Bignonia magnifica, known as glowvine, is a species in the trumpet-vine family, Bignoniaceae. Originally described in the genus Bignonia in 1879, it was later transferred to the monotypic genus Saritaea as the sole species Saritaea magnifica, but has since been restored to Bignonia. It is native to Panama and northern South America (Colombia, Ecuador and Venezuela), but has been introduced elsewhere.

==Description==
The stems are almost round in cross-section, and are marked with longitudinal stripes. The 10 cm leaves have two leaflets and a further two leaflet-like appendages at the base of the leaf stalk, plus a tendril at the tip. The leaves are smooth and leathery. The plant is a showy-flowering, evergreen tropical climber. The large heads of rosy mauve to purple coloured, bell-shaped flowers 8 cm long with hairy yellow throat, borne at the ends of the branches, often appear year-round.

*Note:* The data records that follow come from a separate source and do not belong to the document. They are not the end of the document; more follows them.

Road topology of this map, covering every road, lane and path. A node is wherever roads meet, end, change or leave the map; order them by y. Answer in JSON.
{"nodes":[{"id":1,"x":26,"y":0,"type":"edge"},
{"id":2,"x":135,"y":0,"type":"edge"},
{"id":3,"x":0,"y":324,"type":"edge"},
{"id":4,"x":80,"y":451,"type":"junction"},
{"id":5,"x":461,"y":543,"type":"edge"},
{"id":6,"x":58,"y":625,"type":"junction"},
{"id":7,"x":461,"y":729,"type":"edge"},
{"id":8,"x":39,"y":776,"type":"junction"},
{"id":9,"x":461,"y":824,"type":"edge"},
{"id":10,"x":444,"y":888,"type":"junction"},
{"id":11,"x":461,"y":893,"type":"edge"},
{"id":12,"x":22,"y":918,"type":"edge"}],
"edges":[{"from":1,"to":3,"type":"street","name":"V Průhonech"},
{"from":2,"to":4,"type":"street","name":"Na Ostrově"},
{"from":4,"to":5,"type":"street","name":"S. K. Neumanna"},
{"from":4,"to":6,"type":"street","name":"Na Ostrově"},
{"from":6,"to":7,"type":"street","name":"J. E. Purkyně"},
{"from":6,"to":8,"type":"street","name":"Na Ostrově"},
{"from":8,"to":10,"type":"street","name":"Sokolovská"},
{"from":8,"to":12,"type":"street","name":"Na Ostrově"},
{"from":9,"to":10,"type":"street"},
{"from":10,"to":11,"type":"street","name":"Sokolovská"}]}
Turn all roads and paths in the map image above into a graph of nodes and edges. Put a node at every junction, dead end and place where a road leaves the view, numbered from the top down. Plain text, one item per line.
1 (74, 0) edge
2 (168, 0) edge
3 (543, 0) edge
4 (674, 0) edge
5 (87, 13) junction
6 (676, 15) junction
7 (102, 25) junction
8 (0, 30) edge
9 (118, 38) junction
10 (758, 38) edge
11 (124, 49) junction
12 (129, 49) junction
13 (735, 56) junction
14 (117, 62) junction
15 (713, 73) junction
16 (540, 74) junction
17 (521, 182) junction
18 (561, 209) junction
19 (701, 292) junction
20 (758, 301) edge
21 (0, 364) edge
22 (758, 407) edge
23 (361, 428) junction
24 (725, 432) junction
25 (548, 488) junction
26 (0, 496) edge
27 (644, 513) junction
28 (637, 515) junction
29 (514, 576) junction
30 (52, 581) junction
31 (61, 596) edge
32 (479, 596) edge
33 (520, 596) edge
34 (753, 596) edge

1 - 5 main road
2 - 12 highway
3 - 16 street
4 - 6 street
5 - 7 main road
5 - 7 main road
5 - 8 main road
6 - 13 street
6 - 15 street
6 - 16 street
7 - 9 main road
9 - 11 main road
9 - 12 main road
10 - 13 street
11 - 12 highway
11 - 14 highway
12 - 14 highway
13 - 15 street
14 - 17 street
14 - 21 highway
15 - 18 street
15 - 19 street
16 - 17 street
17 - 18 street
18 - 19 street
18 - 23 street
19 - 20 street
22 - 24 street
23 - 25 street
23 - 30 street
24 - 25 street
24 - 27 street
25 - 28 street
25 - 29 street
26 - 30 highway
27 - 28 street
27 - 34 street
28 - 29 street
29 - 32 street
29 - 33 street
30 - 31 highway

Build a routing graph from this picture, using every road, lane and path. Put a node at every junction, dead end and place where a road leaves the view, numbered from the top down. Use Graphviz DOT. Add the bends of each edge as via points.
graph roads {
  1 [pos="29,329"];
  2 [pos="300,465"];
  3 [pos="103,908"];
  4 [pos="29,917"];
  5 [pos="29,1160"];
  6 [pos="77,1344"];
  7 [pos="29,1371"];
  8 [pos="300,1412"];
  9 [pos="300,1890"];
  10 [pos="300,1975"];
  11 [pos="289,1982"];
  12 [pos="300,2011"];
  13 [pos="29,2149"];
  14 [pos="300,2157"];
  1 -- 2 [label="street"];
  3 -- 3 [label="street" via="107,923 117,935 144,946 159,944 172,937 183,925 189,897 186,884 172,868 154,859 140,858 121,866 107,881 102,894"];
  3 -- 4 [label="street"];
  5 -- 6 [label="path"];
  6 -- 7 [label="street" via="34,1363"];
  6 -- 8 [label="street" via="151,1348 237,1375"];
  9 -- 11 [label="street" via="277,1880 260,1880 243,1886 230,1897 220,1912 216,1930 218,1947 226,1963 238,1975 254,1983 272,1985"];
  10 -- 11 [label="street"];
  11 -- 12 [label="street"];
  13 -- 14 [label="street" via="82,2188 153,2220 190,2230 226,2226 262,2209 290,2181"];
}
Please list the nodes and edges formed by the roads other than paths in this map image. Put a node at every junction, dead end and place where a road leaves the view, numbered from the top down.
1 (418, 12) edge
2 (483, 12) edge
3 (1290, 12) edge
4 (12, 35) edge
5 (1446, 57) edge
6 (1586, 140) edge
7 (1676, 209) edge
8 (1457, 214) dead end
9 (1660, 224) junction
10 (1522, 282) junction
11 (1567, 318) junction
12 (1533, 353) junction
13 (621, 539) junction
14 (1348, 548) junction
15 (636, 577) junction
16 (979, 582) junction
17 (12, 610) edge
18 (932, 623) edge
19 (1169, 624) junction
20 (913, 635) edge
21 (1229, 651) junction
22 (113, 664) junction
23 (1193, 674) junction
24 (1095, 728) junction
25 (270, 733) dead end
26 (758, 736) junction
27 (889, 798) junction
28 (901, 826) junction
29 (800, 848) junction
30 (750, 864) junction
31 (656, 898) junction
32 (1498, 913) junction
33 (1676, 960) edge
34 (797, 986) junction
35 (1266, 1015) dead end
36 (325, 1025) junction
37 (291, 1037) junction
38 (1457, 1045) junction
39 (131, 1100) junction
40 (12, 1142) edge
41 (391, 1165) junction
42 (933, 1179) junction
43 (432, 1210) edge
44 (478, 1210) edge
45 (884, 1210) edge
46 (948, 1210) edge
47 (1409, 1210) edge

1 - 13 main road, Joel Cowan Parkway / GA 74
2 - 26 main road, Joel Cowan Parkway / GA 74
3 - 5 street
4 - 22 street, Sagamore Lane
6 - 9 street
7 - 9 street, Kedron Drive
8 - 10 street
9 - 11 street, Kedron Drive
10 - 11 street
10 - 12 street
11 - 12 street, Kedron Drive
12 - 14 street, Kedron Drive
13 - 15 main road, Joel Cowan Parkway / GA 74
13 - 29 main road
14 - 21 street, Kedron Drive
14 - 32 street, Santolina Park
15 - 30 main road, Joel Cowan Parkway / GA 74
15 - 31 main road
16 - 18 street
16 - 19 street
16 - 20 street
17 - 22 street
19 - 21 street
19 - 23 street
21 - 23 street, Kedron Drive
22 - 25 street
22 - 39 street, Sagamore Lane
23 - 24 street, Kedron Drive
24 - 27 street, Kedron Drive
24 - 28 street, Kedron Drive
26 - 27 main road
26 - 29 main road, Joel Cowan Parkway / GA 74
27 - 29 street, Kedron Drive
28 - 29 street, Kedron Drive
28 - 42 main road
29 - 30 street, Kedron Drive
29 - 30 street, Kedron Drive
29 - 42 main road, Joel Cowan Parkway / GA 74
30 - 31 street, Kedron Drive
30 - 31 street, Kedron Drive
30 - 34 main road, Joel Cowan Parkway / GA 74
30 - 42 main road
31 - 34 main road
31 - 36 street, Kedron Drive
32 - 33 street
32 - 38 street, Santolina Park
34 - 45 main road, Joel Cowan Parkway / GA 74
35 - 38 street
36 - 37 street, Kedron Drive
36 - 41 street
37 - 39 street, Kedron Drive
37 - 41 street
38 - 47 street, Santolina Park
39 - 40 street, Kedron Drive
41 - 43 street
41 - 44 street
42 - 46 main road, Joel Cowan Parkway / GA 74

When in flower, it is regarded as one of the outstanding climbers of the world. In its native territory, the nectar is collected by the male bees of the tropical genus Euglossa, which pollinate the flowers by brushing against the pollen and transferring it to the stigma. The fruit is a long, flattened, capsule containing two-winged seeds.

==Cultivation==
The plant needs a warm-subtropical or tropical climate to be seen at its best, as well as well-drained moisture-retaining soil with much humus. Propagated from seed and cuttings.